The Centre for Economics and Business Research (CEBR) produces a monthly "income tracker" for the Asda supermarket chain.

It examines spending habits and discretionary incomes across the UK.

It concludes that discretionary incomes in Northern Ireland were 3.5% lower in September than the same month in 2012.

The report concludes that the average household has £60 a week available to spend after all tax and essential livings costs have been deducted.

Northern Ireland has shown signs of economic growth in recent months, although most people's incomes are not rising.

Some economists think that any recovery is unlikely to be sustained without rising real wages.


Meanwhile, shopper numbers on Northern Ireland's high streets fell last month, according to the latest industry figures.

The retail footfall figures, produced for the NI Retail Consortium, suggest that shopper numbers were 3.1% lower than a year ago.

Its director Aodhán Connolly said: "The fact that shopper numbers fell further in September is a real cause for concern this close to Christmas.

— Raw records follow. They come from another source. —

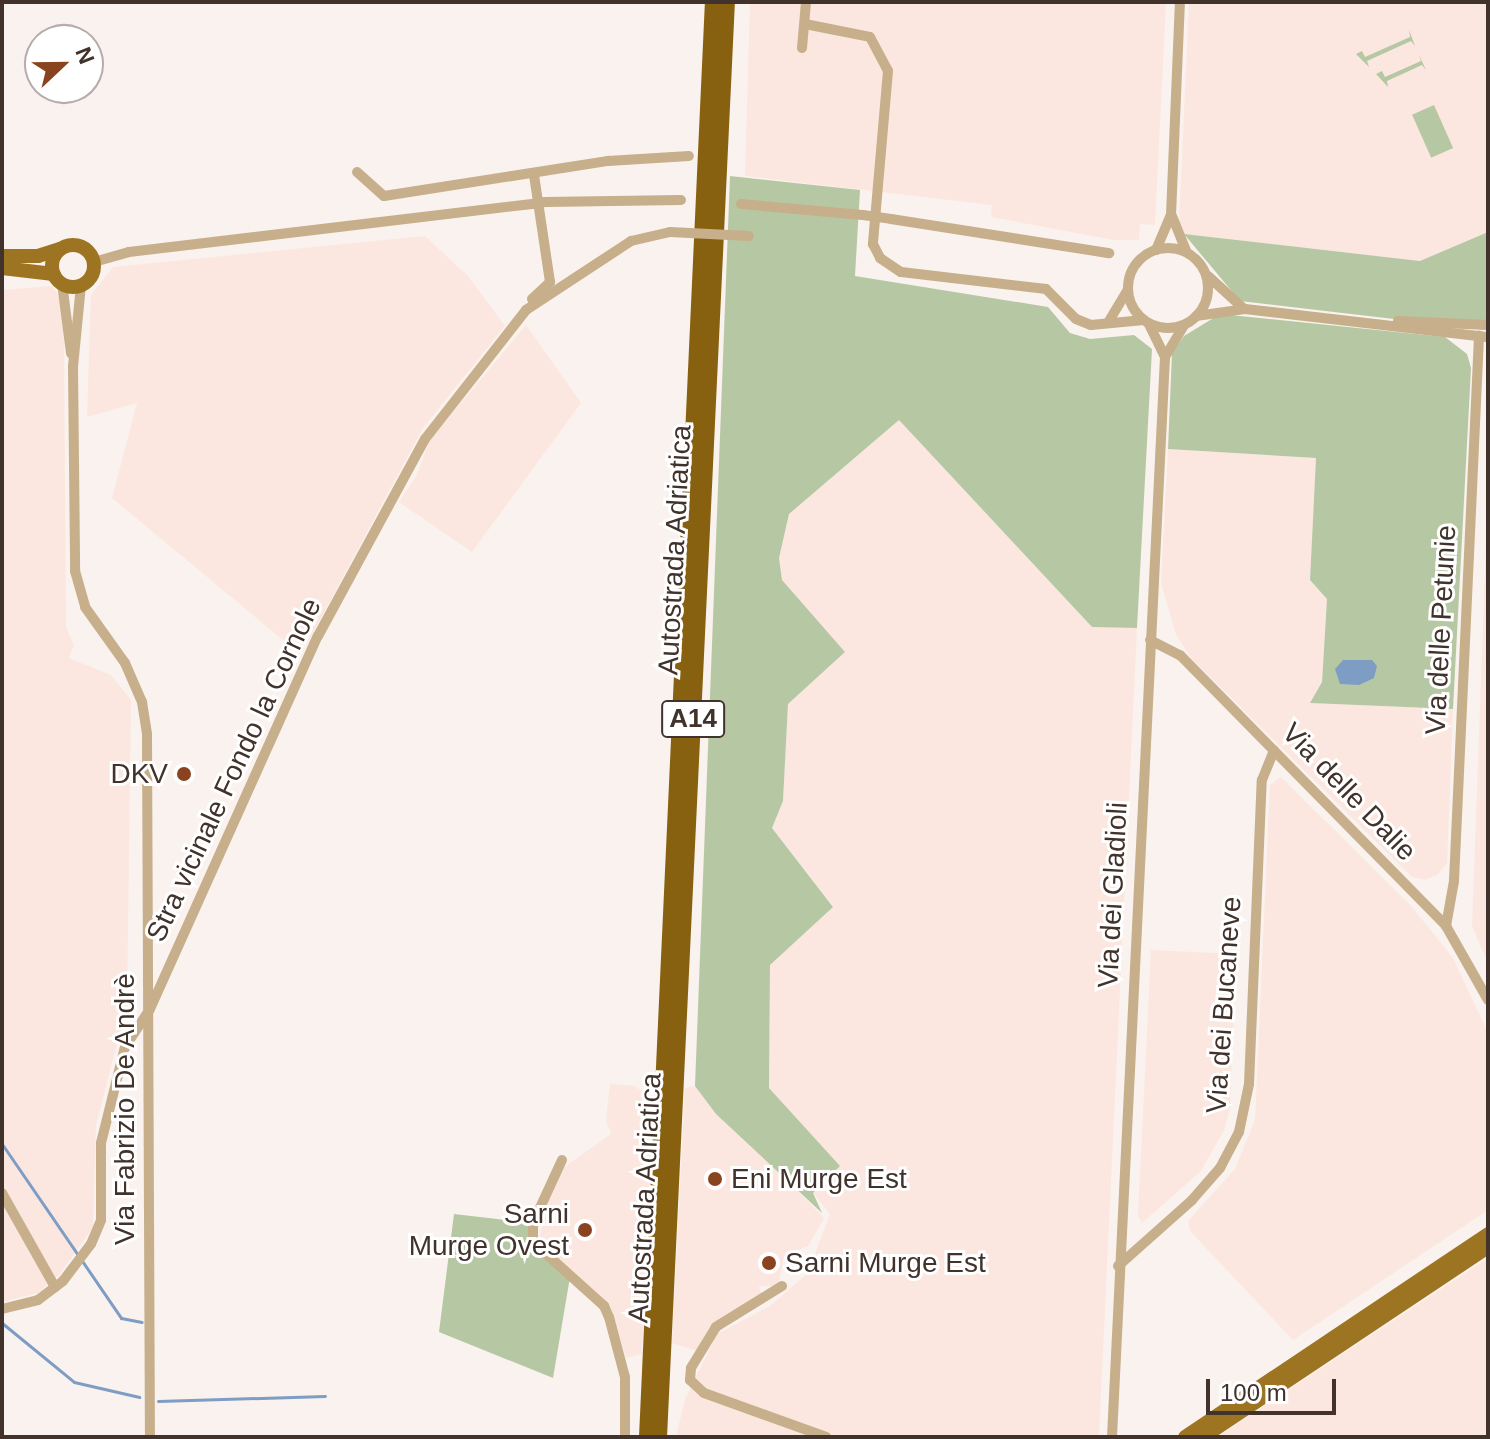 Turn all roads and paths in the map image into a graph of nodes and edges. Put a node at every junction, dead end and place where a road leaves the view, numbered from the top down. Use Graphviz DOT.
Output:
graph roads {
  1 [pos="713,2"];
  2 [pos="727,2"];
  3 [pos="806,2"];
  4 [pos="1180,2"];
  5 [pos="805,24"];
  6 [pos="802,48"];
  7 [pos="689,156"];
  8 [pos="357,172"];
  9 [pos="534,175"];
  10 [pos="681,200"];
  11 [pos="741,204"];
  12 [pos="1171,215"];
  13 [pos="749,236"];
  14 [pos="61,249"];
  15 [pos="1156,250"];
  16 [pos="1186,251"];
  17 [pos="1109,253"];
  18 [pos="2,256"];
  19 [pos="94,262"];
  20 [pos="2,268"];
  21 [pos="1206,275"];
  22 [pos="58,279"];
  23 [pos="81,285"];
  24 [pos="1127,291"];
  25 [pos="1245,309"];
  26 [pos="526,310"];
  27 [pos="1196,316"];
  28 [pos="1109,321"];
  29 [pos="1375,321"];
  30 [pos="1146,322"];
  31 [pos="1184,325"];
  32 [pos="1488,325"];
  33 [pos="1484,337"];
  34 [pos="1165,357"];
  35 [pos="73,367"];
  36 [pos="1150,640"];
  37 [pos="1274,750"];
  38 [pos="1446,926"];
  39 [pos="1488,1000"];
  40 [pos="150,1009"];
  41 [pos="562,1160"];
  42 [pos="2,1193"];
  43 [pos="1488,1234"];
  44 [pos="1488,1247"];
  45 [pos="1118,1266"];
  46 [pos="782,1286"];
  47 [pos="55,1287"];
  48 [pos="2,1309"];
  49 [pos="150,1437"];
  50 [pos="625,1437"];
  51 [pos="647,1437"];
  52 [pos="659,1437"];
  53 [pos="826,1437"];
  54 [pos="1112,1437"];
  55 [pos="1185,1437"];
  56 [pos="1203,1437"];
  1 -- 51 [label="highway, Autostrada Adriatica / A14"];
  2 -- 52 [label="highway, Autostrada Adriatica / A14"];
  3 -- 5 [label="street"];
  4 -- 12 [label="street"];
  5 -- 6 [label="street"];
  5 -- 28 [label="street"];
  7 -- 9 [label="street"];
  8 -- 9 [label="street"];
  9 -- 26 [label="street"];
  10 -- 19 [label="street"];
  11 -- 17 [label="street, bridge"];
  12 -- 15 [label="street"];
  12 -- 16 [label="street"];
  13 -- 26 [label="street, Stra vicinale Fondo la Cornole, bridge"];
  14 -- 18 [label="main road"];
  14 -- 19 [label="main road"];
  14 -- 22 [label="main road"];
  15 -- 16 [label="street"];
  15 -- 24 [label="street"];
  16 -- 21 [label="street"];
  19 -- 23 [label="main road"];
  20 -- 22 [label="main road"];
  21 -- 25 [label="street"];
  21 -- 27 [label="street"];
  22 -- 23 [label="main road"];
  22 -- 35 [label="street"];
  23 -- 35 [label="street"];
  24 -- 28 [label="street"];
  24 -- 30 [label="street, Via dei Gladioli"];
  25 -- 27 [label="street"];
  25 -- 29 [label="street"];
  26 -- 40 [label="street, Stra vicinale Fondo la Cornole"];
  27 -- 31 [label="street, Via dei Gladioli"];
  28 -- 30 [label="street"];
  29 -- 32 [label="street"];
  29 -- 33 [label="street"];
  30 -- 31 [label="street"];
  30 -- 34 [label="street, Via dei Gladioli"];
  31 -- 34 [label="street, Via dei Gladioli"];
  33 -- 38 [label="street, Via delle Petunie"];
  34 -- 36 [label="street, Via dei Gladioli"];
  35 -- 40 [label="street, Via Fabrizio De Andrè"];
  36 -- 37 [label="street, Via delle Dalie"];
  36 -- 45 [label="street, Via dei Gladioli"];
  37 -- 38 [label="street, Via delle Dalie"];
  37 -- 45 [label="street, Via dei Bucaneve"];
  38 -- 39 [label="street, Via delle Dalie"];
  40 -- 47 [label="street, Stra vicinale Fondo la Cornole"];
  40 -- 49 [label="street, Via Fabrizio De Andrè"];
  41 -- 50 [label="street"];
  42 -- 47 [label="street"];
  43 -- 55 [label="main road"];
  44 -- 56 [label="main road"];
  45 -- 54 [label="street, Via dei Gladioli"];
  46 -- 53 [label="street"];
  47 -- 48 [label="street, Stra vicinale Fondo la Cornole"];
} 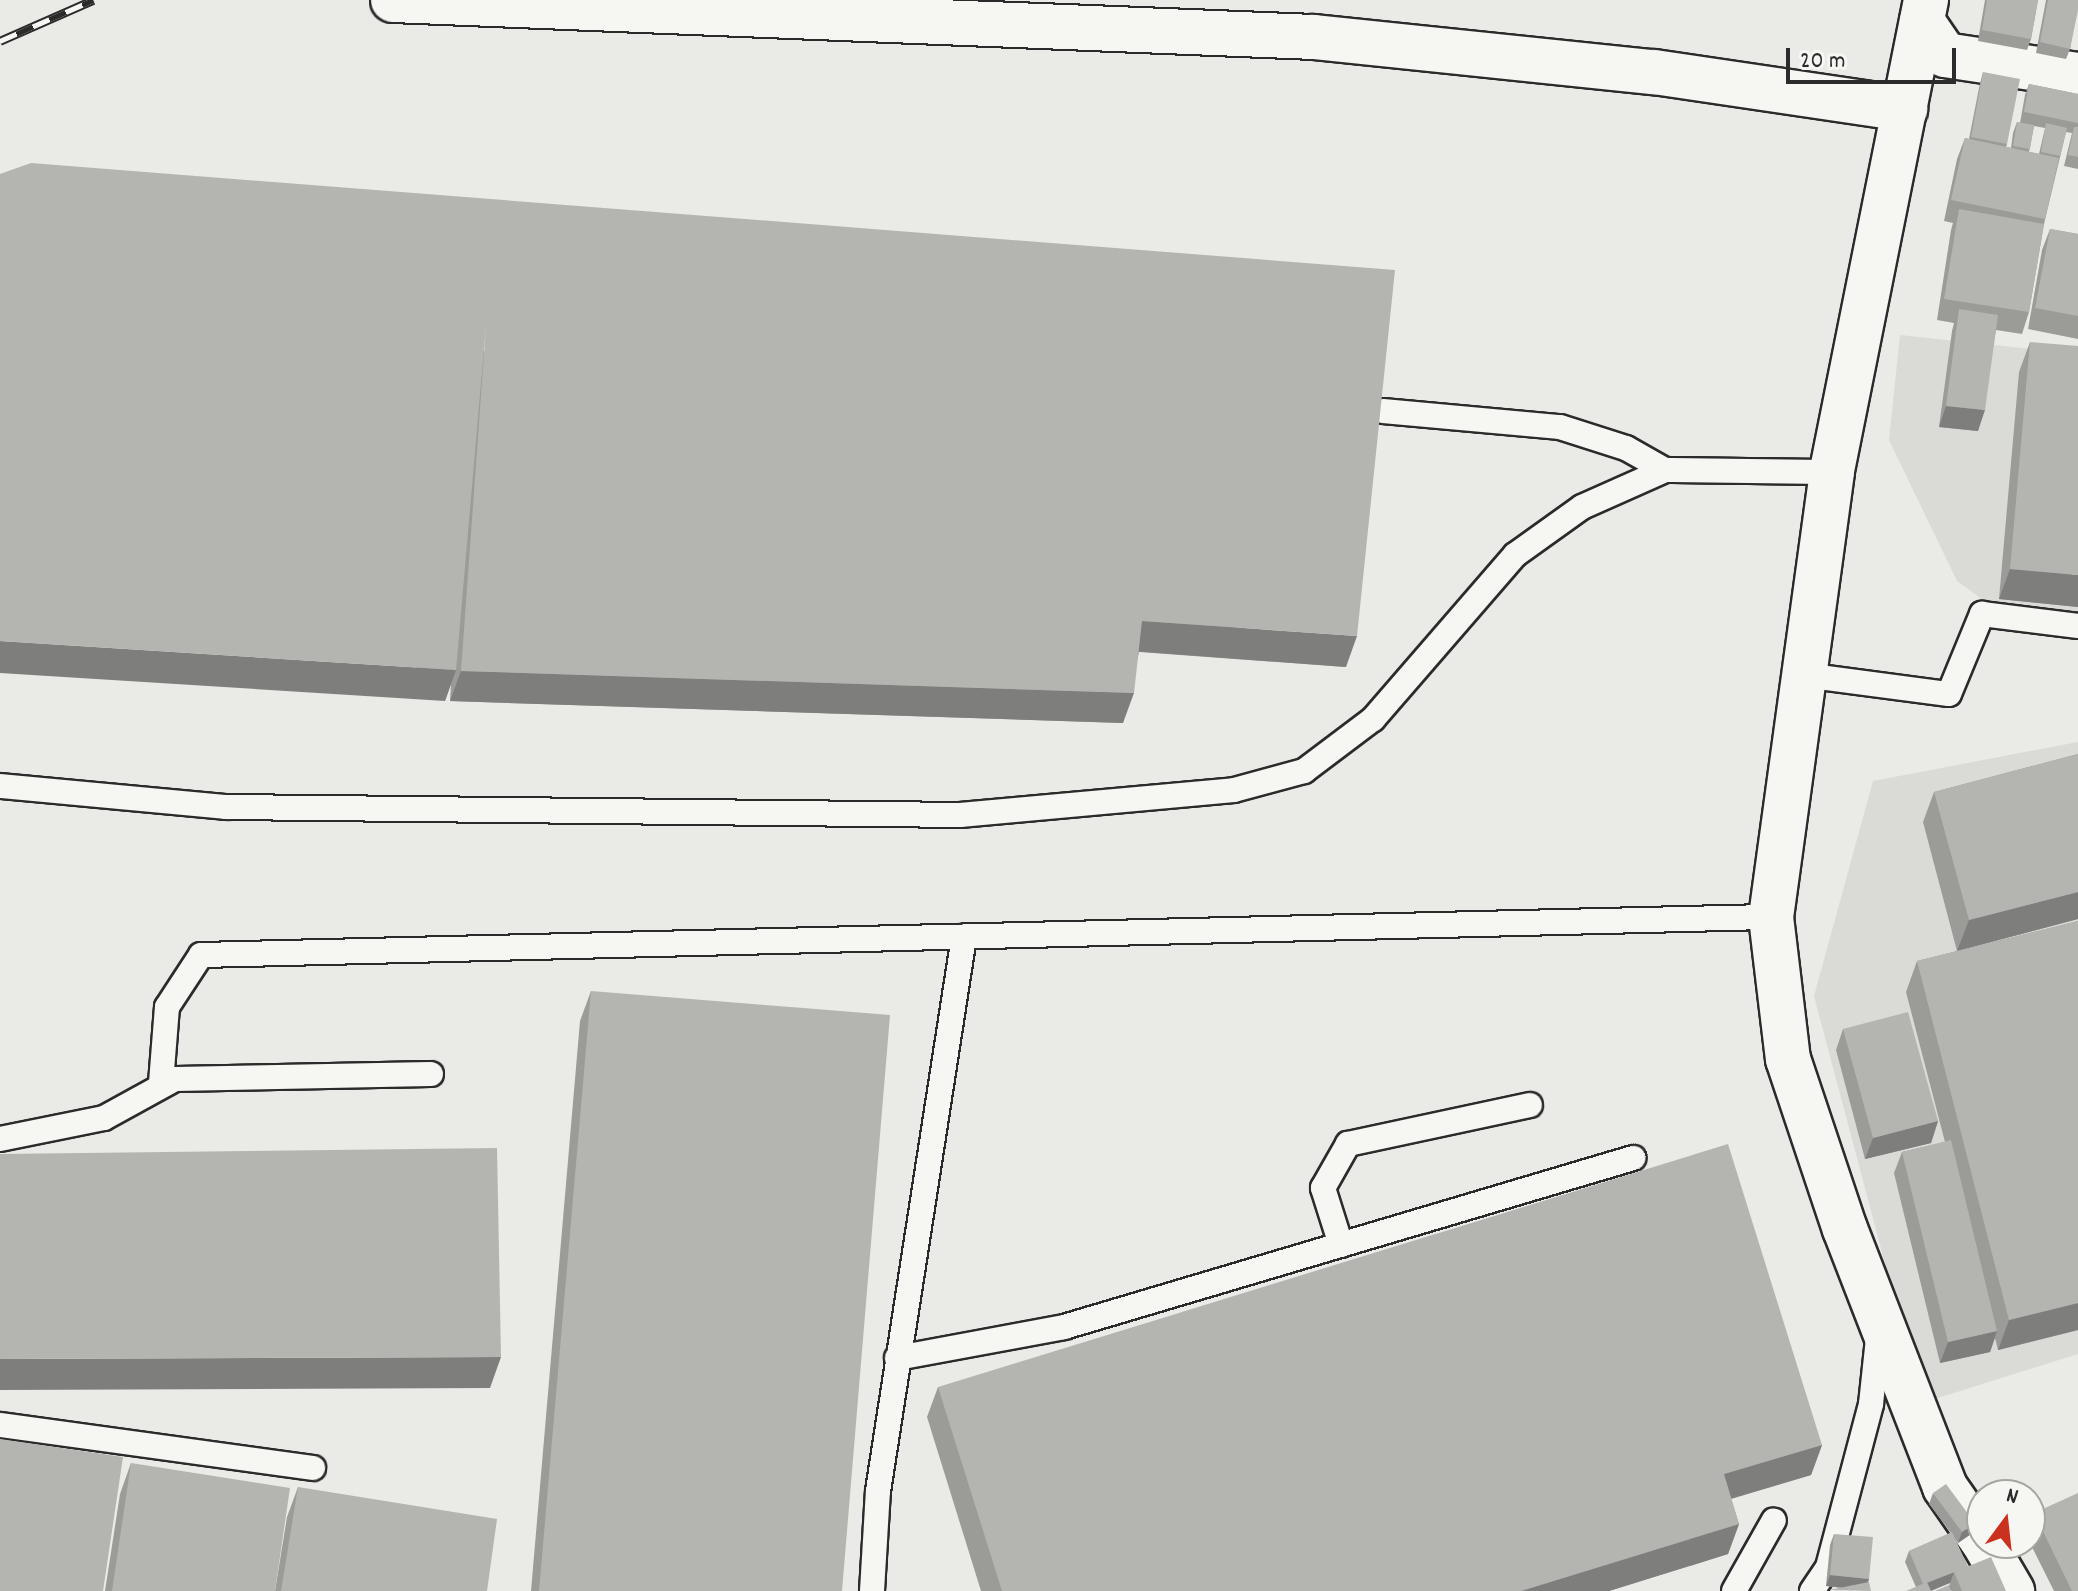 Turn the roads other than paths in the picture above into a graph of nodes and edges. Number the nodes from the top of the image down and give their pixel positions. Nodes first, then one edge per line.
1 (393, 0) edge
2 (1924, 10) edge
3 (2078, 75) edge
4 (1905, 109) junction
5 (1383, 411) edge
6 (1665, 470) junction
7 (1832, 472) junction
8 (2078, 626) edge
9 (1804, 675) junction
10 (0, 786) edge
11 (1771, 917) junction
12 (964, 937) junction
13 (431, 1074) dead end
14 (161, 1083) junction
15 (1530, 1105) dead end
16 (0, 1139) edge
17 (1633, 1158) dead end
18 (1341, 1245) junction
19 (1880, 1320) junction
20 (897, 1358) junction
21 (0, 1425) edge
22 (313, 1468) dead end
23 (1966, 1517) edge
24 (1774, 1520) dead end
25 (1993, 1559) edge
26 (872, 1591) edge
27 (1734, 1591) edge
28 (1812, 1591) edge
29 (2012, 1591) edge

1 - 4 street
2 - 3 street
2 - 4 street
4 - 7 street
5 - 6 lane
6 - 7 lane
6 - 10 lane
7 - 9 street
8 - 9 lane
9 - 11 street
11 - 12 lane
11 - 19 street
12 - 14 lane
12 - 20 lane
13 - 14 lane
14 - 16 lane
15 - 18 lane
17 - 18 lane
18 - 20 lane
19 - 23 street
19 - 28 lane
20 - 26 lane
21 - 22 lane
24 - 27 lane
25 - 29 street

"Although recent months have seen cautious optimism building for the general economic outlook, these figures, as well as a recent sales slowdown after strong growth over the summer, serve as a reminder that conditions remain challenging.

"Many of us may also have been keen to manage our budgets ahead of Christmas and therefore cut back on major shopping trips during the month."

Recent figures contained in the Ulster Bank Purchasing Managers Index suggest that the retail sector performed strongly over the summer.

There are no regularly published figures showing the value or volume of retail sales in Northern Ireland.